Requirement: Each entry below should be printed exactly, with every image left out.

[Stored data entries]
•••••

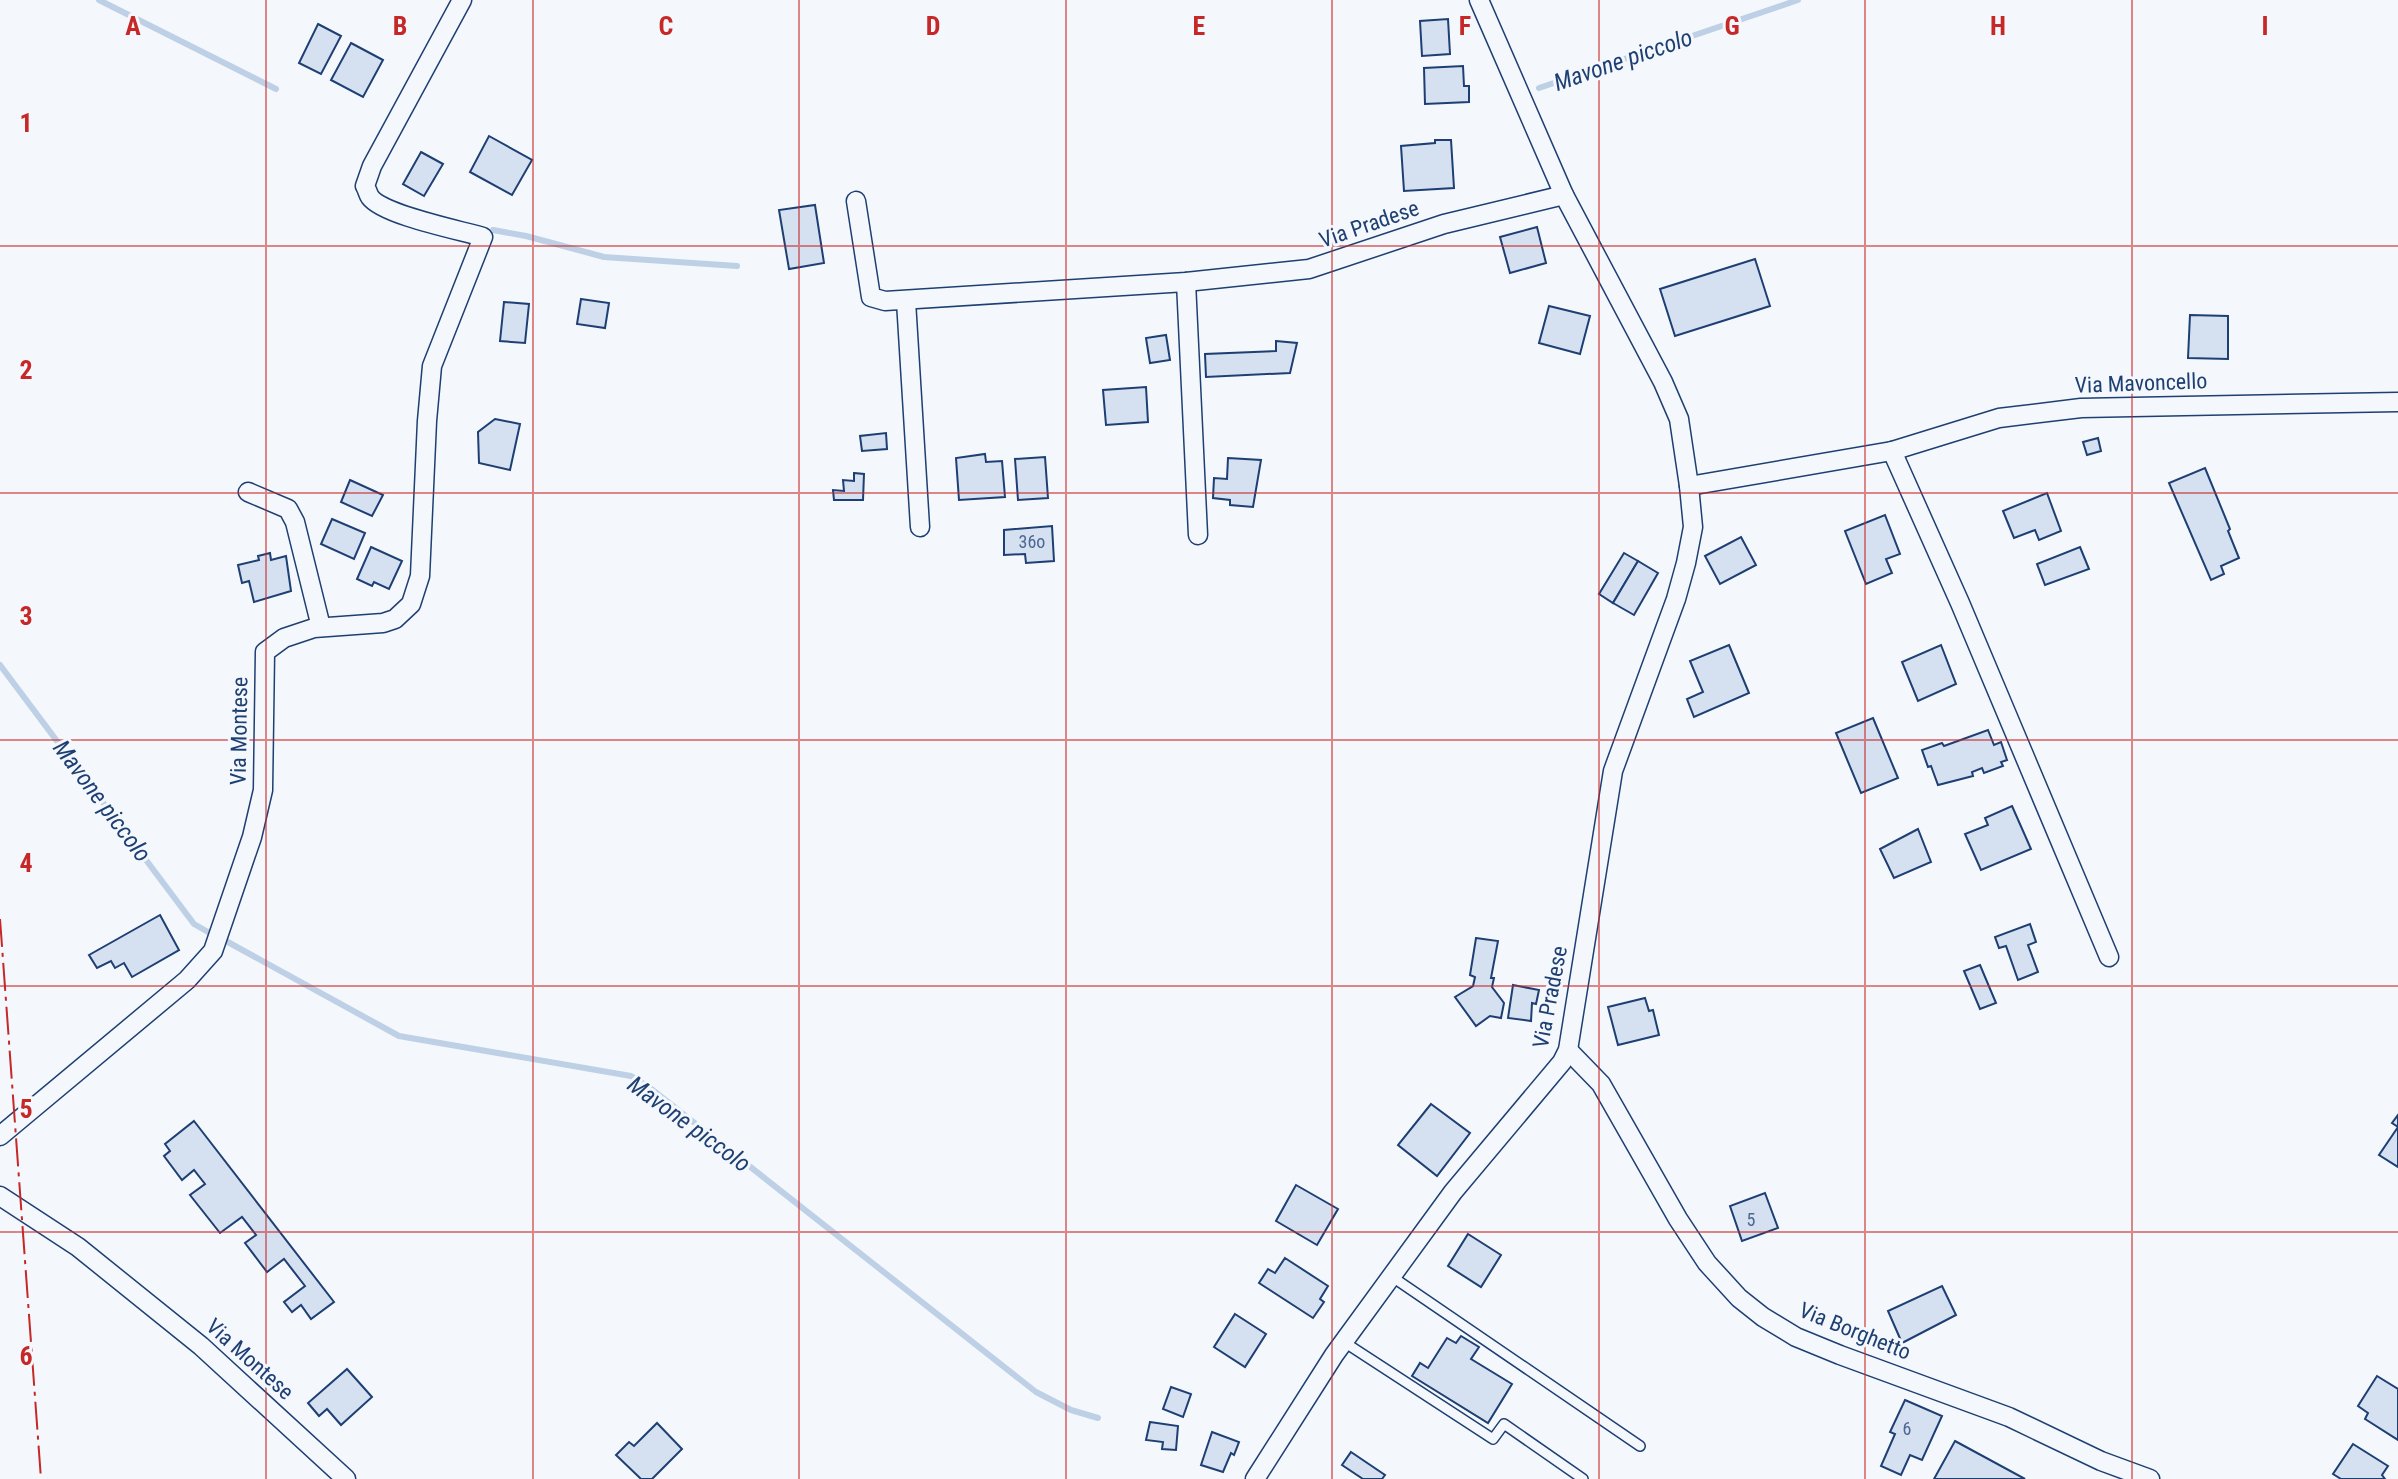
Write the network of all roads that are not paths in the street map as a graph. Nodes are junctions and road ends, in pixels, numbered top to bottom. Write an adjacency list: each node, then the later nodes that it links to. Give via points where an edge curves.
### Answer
1 (462, 0): 13 (street, Via Montese, via 365,186 383,207 483,237 432,366 420,576 411,604 395,619)
2 (1479, 0): 3 (street, Via Pradese)
3 (1564, 195): 5 (street, Via Pradese, via 1444,224 1309,269); 9 (street, Via Pradese, via 1679,419)
4 (856, 201): 6 (street, Via Pradese, via 871,297)
5 (1186, 282): 6 (street, Via Pradese); 12 (street)
6 (906, 301): 11 (street)
7 (2398, 402): 8 (street, Via Mavoncello, via 2081,408 1999,418)
8 (1892, 451): 9 (street); 14 (street)
9 (1689, 486): 15 (street, Via Pradese, via 1693,527 1686,563 1613,771)
10 (248, 492): 13 (street, via 288,509)
11 (920, 527)
12 (1198, 535)
13 (321, 627): 16 (street, Via Montese, via 284,638 265,652 263,790 213,951 187,980)
14 (2109, 957)
15 (1568, 1050): 18 (street, Via Pradese); 24 (street, Via Borghetto, via 1601,1084 1707,1263 1763,1317 1829,1351 2009,1417)
16 (0, 1136)
17 (0, 1196): 21 (street, Via Montese, via 78,1247 201,1346)
18 (1391, 1276): 19 (street, Via Pradese); 20 (lane)
19 (1344, 1342): 22 (street, Via Pradese); 23 (lane, via 1493,1439 1504,1424)
20 (1640, 1446)
21 (346, 1479)
22 (1255, 1479)
23 (1583, 1479)
24 (2150, 1479)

•••••

Reply to the exercise:
Write the network of all roads that are not paths in the street map as a graph. Nodes are junctions and road ends, in pixels, numbered top to bottom. Write an adjacency list: each node, then the later nodes that it links to. Give via points where an edge curves.
### Answer
1 (462, 0): 13 (street, Via Montese, via 365,186 383,207 483,237 432,366 420,576 411,604 395,619)
2 (1479, 0): 3 (street, Via Pradese)
3 (1564, 195): 5 (street, Via Pradese, via 1444,224 1309,269); 9 (street, Via Pradese, via 1679,419)
4 (856, 201): 6 (street, Via Pradese, via 871,297)
5 (1186, 282): 6 (street, Via Pradese); 12 (street)
6 (906, 301): 11 (street)
7 (2398, 402): 8 (street, Via Mavoncello, via 2081,408 1999,418)
8 (1892, 451): 9 (street); 14 (street)
9 (1689, 486): 15 (street, Via Pradese, via 1693,527 1686,563 1613,771)
10 (248, 492): 13 (street, via 288,509)
11 (920, 527)
12 (1198, 535)
13 (321, 627): 16 (street, Via Montese, via 284,638 265,652 263,790 213,951 187,980)
14 (2109, 957)
15 (1568, 1050): 18 (street, Via Pradese); 24 (street, Via Borghetto, via 1601,1084 1707,1263 1763,1317 1829,1351 2009,1417)
16 (0, 1136)
17 (0, 1196): 21 (street, Via Montese, via 78,1247 201,1346)
18 (1391, 1276): 19 (street, Via Pradese); 20 (lane)
19 (1344, 1342): 22 (street, Via Pradese); 23 (lane, via 1493,1439 1504,1424)
20 (1640, 1446)
21 (346, 1479)
22 (1255, 1479)
23 (1583, 1479)
24 (2150, 1479)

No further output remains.